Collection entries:
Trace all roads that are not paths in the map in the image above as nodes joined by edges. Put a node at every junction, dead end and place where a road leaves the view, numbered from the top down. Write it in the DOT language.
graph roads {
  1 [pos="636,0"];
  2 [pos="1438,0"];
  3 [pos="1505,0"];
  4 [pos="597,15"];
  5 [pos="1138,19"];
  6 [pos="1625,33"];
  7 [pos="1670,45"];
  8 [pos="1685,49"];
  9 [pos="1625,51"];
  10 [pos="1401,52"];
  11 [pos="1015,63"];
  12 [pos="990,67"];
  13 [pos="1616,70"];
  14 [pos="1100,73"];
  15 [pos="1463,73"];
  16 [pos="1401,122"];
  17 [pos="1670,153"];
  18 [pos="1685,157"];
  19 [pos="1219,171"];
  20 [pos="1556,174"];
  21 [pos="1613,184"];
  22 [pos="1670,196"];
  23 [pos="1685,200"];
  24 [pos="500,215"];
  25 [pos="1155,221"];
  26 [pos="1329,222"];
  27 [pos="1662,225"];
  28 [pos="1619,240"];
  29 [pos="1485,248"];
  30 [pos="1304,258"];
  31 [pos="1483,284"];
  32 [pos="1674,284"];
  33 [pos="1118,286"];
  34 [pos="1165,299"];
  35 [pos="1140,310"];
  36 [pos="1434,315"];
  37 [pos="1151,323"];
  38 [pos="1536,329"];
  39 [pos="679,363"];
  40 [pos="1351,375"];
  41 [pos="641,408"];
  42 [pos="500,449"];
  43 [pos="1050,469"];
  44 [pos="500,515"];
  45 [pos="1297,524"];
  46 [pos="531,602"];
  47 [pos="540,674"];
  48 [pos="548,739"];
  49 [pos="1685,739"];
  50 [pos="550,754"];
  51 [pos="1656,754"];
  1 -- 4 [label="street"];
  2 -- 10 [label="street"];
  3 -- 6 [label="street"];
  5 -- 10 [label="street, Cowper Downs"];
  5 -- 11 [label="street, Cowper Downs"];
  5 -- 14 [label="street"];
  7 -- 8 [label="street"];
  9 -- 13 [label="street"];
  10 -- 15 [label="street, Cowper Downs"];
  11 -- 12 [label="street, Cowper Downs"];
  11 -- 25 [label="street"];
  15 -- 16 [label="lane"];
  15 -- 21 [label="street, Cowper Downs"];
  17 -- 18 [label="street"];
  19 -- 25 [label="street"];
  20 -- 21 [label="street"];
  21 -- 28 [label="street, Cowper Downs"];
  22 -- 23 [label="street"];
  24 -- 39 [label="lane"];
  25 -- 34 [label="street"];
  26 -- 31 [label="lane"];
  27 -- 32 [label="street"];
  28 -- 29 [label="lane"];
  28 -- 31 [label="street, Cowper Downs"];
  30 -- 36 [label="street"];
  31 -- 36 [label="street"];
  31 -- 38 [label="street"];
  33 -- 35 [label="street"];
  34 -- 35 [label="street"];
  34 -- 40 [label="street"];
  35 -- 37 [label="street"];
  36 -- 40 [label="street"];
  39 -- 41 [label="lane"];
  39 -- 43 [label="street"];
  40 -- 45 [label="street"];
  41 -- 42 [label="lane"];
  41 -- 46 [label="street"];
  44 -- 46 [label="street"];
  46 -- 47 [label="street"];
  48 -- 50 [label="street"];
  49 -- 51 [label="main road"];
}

▶ **ABOUT THIS TASK**
The task requires each record above to be restated exactly.

▶ **SOLVED PROBLEM**
Trace all roads that are not paths in the map in the image above as nodes joined by edges. Put a node at every junction, dead end and place where a road leaves the view, numbered from the top down. Write it in the DOT language.
graph roads {
  1 [pos="636,0"];
  2 [pos="1438,0"];
  3 [pos="1505,0"];
  4 [pos="597,15"];
  5 [pos="1138,19"];
  6 [pos="1625,33"];
  7 [pos="1670,45"];
  8 [pos="1685,49"];
  9 [pos="1625,51"];
  10 [pos="1401,52"];
  11 [pos="1015,63"];
  12 [pos="990,67"];
  13 [pos="1616,70"];
  14 [pos="1100,73"];
  15 [pos="1463,73"];
  16 [pos="1401,122"];
  17 [pos="1670,153"];
  18 [pos="1685,157"];
  19 [pos="1219,171"];
  20 [pos="1556,174"];
  21 [pos="1613,184"];
  22 [pos="1670,196"];
  23 [pos="1685,200"];
  24 [pos="500,215"];
  25 [pos="1155,221"];
  26 [pos="1329,222"];
  27 [pos="1662,225"];
  28 [pos="1619,240"];
  29 [pos="1485,248"];
  30 [pos="1304,258"];
  31 [pos="1483,284"];
  32 [pos="1674,284"];
  33 [pos="1118,286"];
  34 [pos="1165,299"];
  35 [pos="1140,310"];
  36 [pos="1434,315"];
  37 [pos="1151,323"];
  38 [pos="1536,329"];
  39 [pos="679,363"];
  40 [pos="1351,375"];
  41 [pos="641,408"];
  42 [pos="500,449"];
  43 [pos="1050,469"];
  44 [pos="500,515"];
  45 [pos="1297,524"];
  46 [pos="531,602"];
  47 [pos="540,674"];
  48 [pos="548,739"];
  49 [pos="1685,739"];
  50 [pos="550,754"];
  51 [pos="1656,754"];
  1 -- 4 [label="street"];
  2 -- 10 [label="street"];
  3 -- 6 [label="street"];
  5 -- 10 [label="street, Cowper Downs"];
  5 -- 11 [label="street, Cowper Downs"];
  5 -- 14 [label="street"];
  7 -- 8 [label="street"];
  9 -- 13 [label="street"];
  10 -- 15 [label="street, Cowper Downs"];
  11 -- 12 [label="street, Cowper Downs"];
  11 -- 25 [label="street"];
  15 -- 16 [label="lane"];
  15 -- 21 [label="street, Cowper Downs"];
  17 -- 18 [label="street"];
  19 -- 25 [label="street"];
  20 -- 21 [label="street"];
  21 -- 28 [label="street, Cowper Downs"];
  22 -- 23 [label="street"];
  24 -- 39 [label="lane"];
  25 -- 34 [label="street"];
  26 -- 31 [label="lane"];
  27 -- 32 [label="street"];
  28 -- 29 [label="lane"];
  28 -- 31 [label="street, Cowper Downs"];
  30 -- 36 [label="street"];
  31 -- 36 [label="street"];
  31 -- 38 [label="street"];
  33 -- 35 [label="street"];
  34 -- 35 [label="street"];
  34 -- 40 [label="street"];
  35 -- 37 [label="street"];
  36 -- 40 [label="street"];
  39 -- 41 [label="lane"];
  39 -- 43 [label="street"];
  40 -- 45 [label="street"];
  41 -- 42 [label="lane"];
  41 -- 46 [label="street"];
  44 -- 46 [label="street"];
  46 -- 47 [label="street"];
  48 -- 50 [label="street"];
  49 -- 51 [label="main road"];
}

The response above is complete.